Shein and Temu loyalists, buckle up for tax tariffs as of July

The South African apparel industry has welcomed the government’s new regulations on de minimus rules that will make it more costly for Chinese fast fashion giants like Temu and Shein to bring in goods at a lower cost. Picture: File

The South African apparel industry has welcomed the government’s new regulations on de minimus rules that will make it more costly for Chinese fast fashion giants like Temu and Shein to bring in goods at a lower cost. Picture: File

Published Jun 20, 2024

Share

As of July 1, a tax increase for imported products bought from e-commerce stores, Shein and Temu, is set to be implemented, according to the South Africa International Ecommerce Association (SAIEA).

The tax hike is an occurrence after South African Revenue Service (SARS) discontinued the small parcel exemption on imported goods, where local retailers and the textile industry accused Chinese e-commerce companies of exploiting a tax loophole that gave them a competitive advantage. Thus, resulting e-commerce consumers paying low taxes for imported goods via online stores.

The exemption, also known as a “de minimis” is a lifeline for cash-strapped consumers allowing them to purchase clothing and other items from e-commerce platforms at factory cost.

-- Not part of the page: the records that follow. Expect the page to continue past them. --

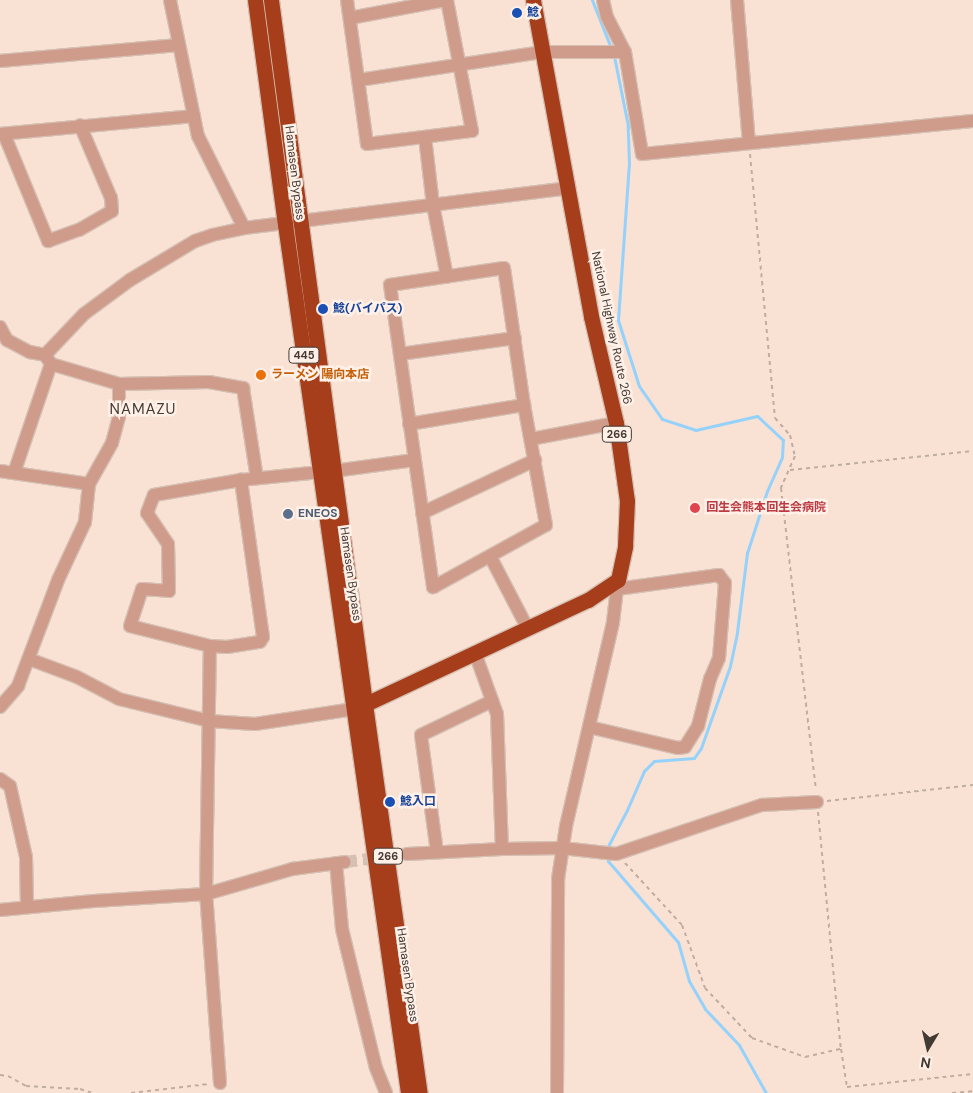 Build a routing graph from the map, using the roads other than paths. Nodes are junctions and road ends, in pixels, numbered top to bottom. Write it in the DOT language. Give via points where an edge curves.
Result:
graph roads {
  1 [pos="170,0"];
  2 [pos="255,0"];
  3 [pos="271,0"];
  4 [pos="347,0"];
  5 [pos="446,0"];
  6 [pos="532,0"];
  7 [pos="603,0"];
  8 [pos="737,0"];
  9 [pos="350,18"];
  10 [pos="178,44"];
  11 [pos="543,52"];
  12 [pos="626,52"];
  13 [pos="0,61"];
  14 [pos="461,65"];
  15 [pos="358,80"];
  16 [pos="194,116"];
  17 [pos="973,121"];
  18 [pos="80,125"];
  19 [pos="2,134"];
  20 [pos="425,137"];
  21 [pos="749,142"];
  22 [pos="568,188"];
  23 [pos="433,205"];
  24 [pos="292,223"];
  25 [pos="244,228"];
  26 [pos="447,277"];
  27 [pos="0,326"];
  28 [pos="514,338"];
  29 [pos="400,354"];
  30 [pos="48,359"];
  31 [pos="119,384"];
  32 [pos="524,405"];
  33 [pos="616,423"];
  34 [pos="409,424"];
  35 [pos="531,439"];
  36 [pos="414,460"];
  37 [pos="535,460"];
  38 [pos="0,471"];
  39 [pos="328,472"];
  40 [pos="14,473"];
  41 [pos="257,478"];
  42 [pos="241,480"];
  43 [pos="89,484"];
  44 [pos="422,513"];
  45 [pos="490,556"];
  46 [pos="618,585"];
  47 [pos="528,629"];
  48 [pos="210,646"];
  49 [pos="475,654"];
  50 [pos="29,659"];
  51 [pos="492,701"];
  52 [pos="0,707"];
  53 [pos="359,707"];
  54 [pos="209,721"];
  55 [pos="589,727"];
  56 [pos="0,779"];
  57 [pos="817,802"];
  58 [pos="502,848"];
  59 [pos="562,848"];
  60 [pos="438,852"];
  61 [pos="407,854"];
  62 [pos="206,894"];
  63 [pos="27,906"];
  64 [pos="0,910"];
  65 [pos="402,1010"];
  66 [pos="220,1083"];
  67 [pos="386,1093"];
  68 [pos="408,1093"];
  69 [pos="420,1093"];
  70 [pos="557,1093"];
  1 -- 10 [label="street"];
  2 -- 24 [label="highway, Hamasen Bypass / 445"];
  3 -- 24 [label="highway, Hamasen Bypass / 445"];
  4 -- 9 [label="street"];
  5 -- 9 [label="street"];
  5 -- 14 [label="street"];
  6 -- 11 [label="highway, National Highway Route 266 / 266"];
  7 -- 12 [label="street" via="607,17"];
  8 -- 21 [label="street"];
  9 -- 15 [label="street"];
  10 -- 13 [label="street"];
  10 -- 16 [label="street"];
  11 -- 12 [label="street"];
  11 -- 14 [label="street"];
  11 -- 22 [label="highway, National Highway Route 266 / 266"];
  12 -- 21 [label="street" via="642,154"];
  14 -- 15 [label="street"];
  14 -- 20 [label="street" via="472,131"];
  15 -- 20 [label="street" via="367,144"];
  16 -- 18 [label="street"];
  16 -- 25 [label="street" via="198,136"];
  17 -- 21 [label="street"];
  18 -- 19 [label="street"];
  18 -- 19 [label="street" via="111,198 112,211 79,230 48,241"];
  20 -- 23 [label="street"];
  22 -- 23 [label="street"];
  22 -- 33 [label="highway, National Highway Route 266 / 266" via="591,316"];
  23 -- 24 [label="street"];
  23 -- 26 [label="street"];
  24 -- 25 [label="street"];
  24 -- 39 [label="highway, Hamasen Bypass / 445"];
  25 -- 30 [label="street" via="195,241 130,280 84,314"];
  26 -- 28 [label="street" via="504,268"];
  26 -- 29 [label="street" via="390,285"];
  27 -- 30 [label="street" via="7,340"];
  28 -- 29 [label="street"];
  28 -- 32 [label="street"];
  29 -- 34 [label="street"];
  30 -- 31 [label="street"];
  30 -- 40 [label="street"];
  31 -- 41 [label="street" via="209,382 243,388"];
  31 -- 43 [label="street" via="119,417 112,443"];
  32 -- 34 [label="street"];
  32 -- 35 [label="street"];
  33 -- 35 [label="street"];
  33 -- 46 [label="highway, National Highway Route 266 / 266" via="627,501 625,546"];
  34 -- 36 [label="street"];
  35 -- 37 [label="street"];
  36 -- 39 [label="street"];
  36 -- 44 [label="street"];
  37 -- 44 [label="street"];
  37 -- 45 [label="street" via="546,525"];
  38 -- 40 [label="street"];
  39 -- 41 [label="street"];
  39 -- 53 [label="highway, Hamasen Bypass / 445"];
  40 -- 43 [label="street"];
  41 -- 42 [label="street"];
  42 -- 48 [label="street" via="263,637 260,642 252,644 227,648"];
  42 -- 48 [label="street" via="154,495 147,513 168,544 169,591 142,589 130,626"];
  43 -- 50 [label="street" via="85,522 58,580"];
  44 -- 45 [label="street" via="432,587"];
  45 -- 47 [label="street"];
  46 -- 47 [label="highway"];
  46 -- 55 [label="street"];
  46 -- 55 [label="street" via="718,575 726,582 719,658 698,726 685,747"];
  47 -- 49 [label="highway"];
  48 -- 54 [label="street"];
  49 -- 51 [label="street"];
  49 -- 53 [label="highway"];
  50 -- 52 [label="street" via="18,686"];
  50 -- 54 [label="street" via="140,706"];
  51 -- 58 [label="street" via="496,714"];
  51 -- 60 [label="street" via="421,735"];
  53 -- 54 [label="street" via="255,724"];
  53 -- 65 [label="highway, Hamasen Bypass / 266"];
  54 -- 62 [label="street"];
  55 -- 59 [label="street"];
  56 -- 63 [label="street" via="10,786 26,857"];
  57 -- 59 [label="street" via="762,805 616,854"];
  58 -- 59 [label="street"];
  58 -- 60 [label="street"];
  59 -- 70 [label="street" via="558,879"];
  60 -- 61 [label="street"];
  62 -- 63 [label="street"];
  62 -- 66 [label="street"];
  62 -- 67 [label="street" via="292,869 341,862 342,929 376,1068"];
  63 -- 64 [label="street"];
  65 -- 68 [label="highway, Hamasen Bypass / 266"];
  65 -- 69 [label="highway, Hamasen Bypass / 266"];
}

De minimis, the value threshold below which imported goods are exempt from duty and VAT, previously pegged goods below R500 at a 20% tariff, is to be increased to 60% comprising 45% import duty and 15% VAT.

The exemption, promoted by World Customs Organisation (WCO) of which South Africa is a member, is applied across 186 member-countries and aids e-commerce platforms worldwide in low value consignments.

De minimis on e-commerce of other WCO countries such as the USA, less than $800 duty free, while the UK’s less than 135 Pounds duty free, Australia less than AUD$1 000 duty free and China less than RMB 5 000,9.1%.

South African Express Parcel Association (SAEPA) CEO, Garry Marshall lamented e-commerce shoppers are bearing the brunt of unfounded accusations against Shein and Temu regarding evading tax loopholes.

“This is a severe blow to thousands of customers who rely on low-cost clothing for their children and families. The perceived customs exploitation is a direct aspect of Customs/SARS as logistics service providers are Authorised Economic Operator (AEO)-SARS making them fully compliant with all import requirements. There is nothing therefore, to substantiate claims that Shein and Temu are exploiting a SARS loophole since all goods cleared through Authorised Customs Channels,” said Marshall.

“Beyond the negative impact on consumers, we are saddened at the effect this will have on thousands of young South Africans employed as packers, drivers, sorters and clearing staff by our industry.

“In addition, hundreds of independent couriers, who have invested in delivery vehicles would have their livelihoods severely jeopardised. A large number of small and medium enterprises (SMEs) are totally dependent on goods procured in the low-value de minimis space,” added Dudley Filippa, SAIEA Chairperson.

Additionally, a representative from Buffalo International Logistics, a courier company for e-commerce stores, which is also a SAEPA member explained that the company will engage with stakeholders regarding tax tariffs on e-commerce products.

“As members of the AEO programme, we will avail ourselves for the envisaged stakeholder engagements to better understand the new process. Ultimately, we wish to empower South African SMEs with technical skills on how to grow their businesses through the use of e-commerce by trading with countries such as China where there is a great demand for their products. We trust these talks will further allow us to demonstrate the impact of this decision on SMEs, job creation and the thousands of impoverished consumers,” they said.

SARS has indicated it will implement the cancellation in a phased-approach supported by stakeholder engagement to capture learnings and opportunities.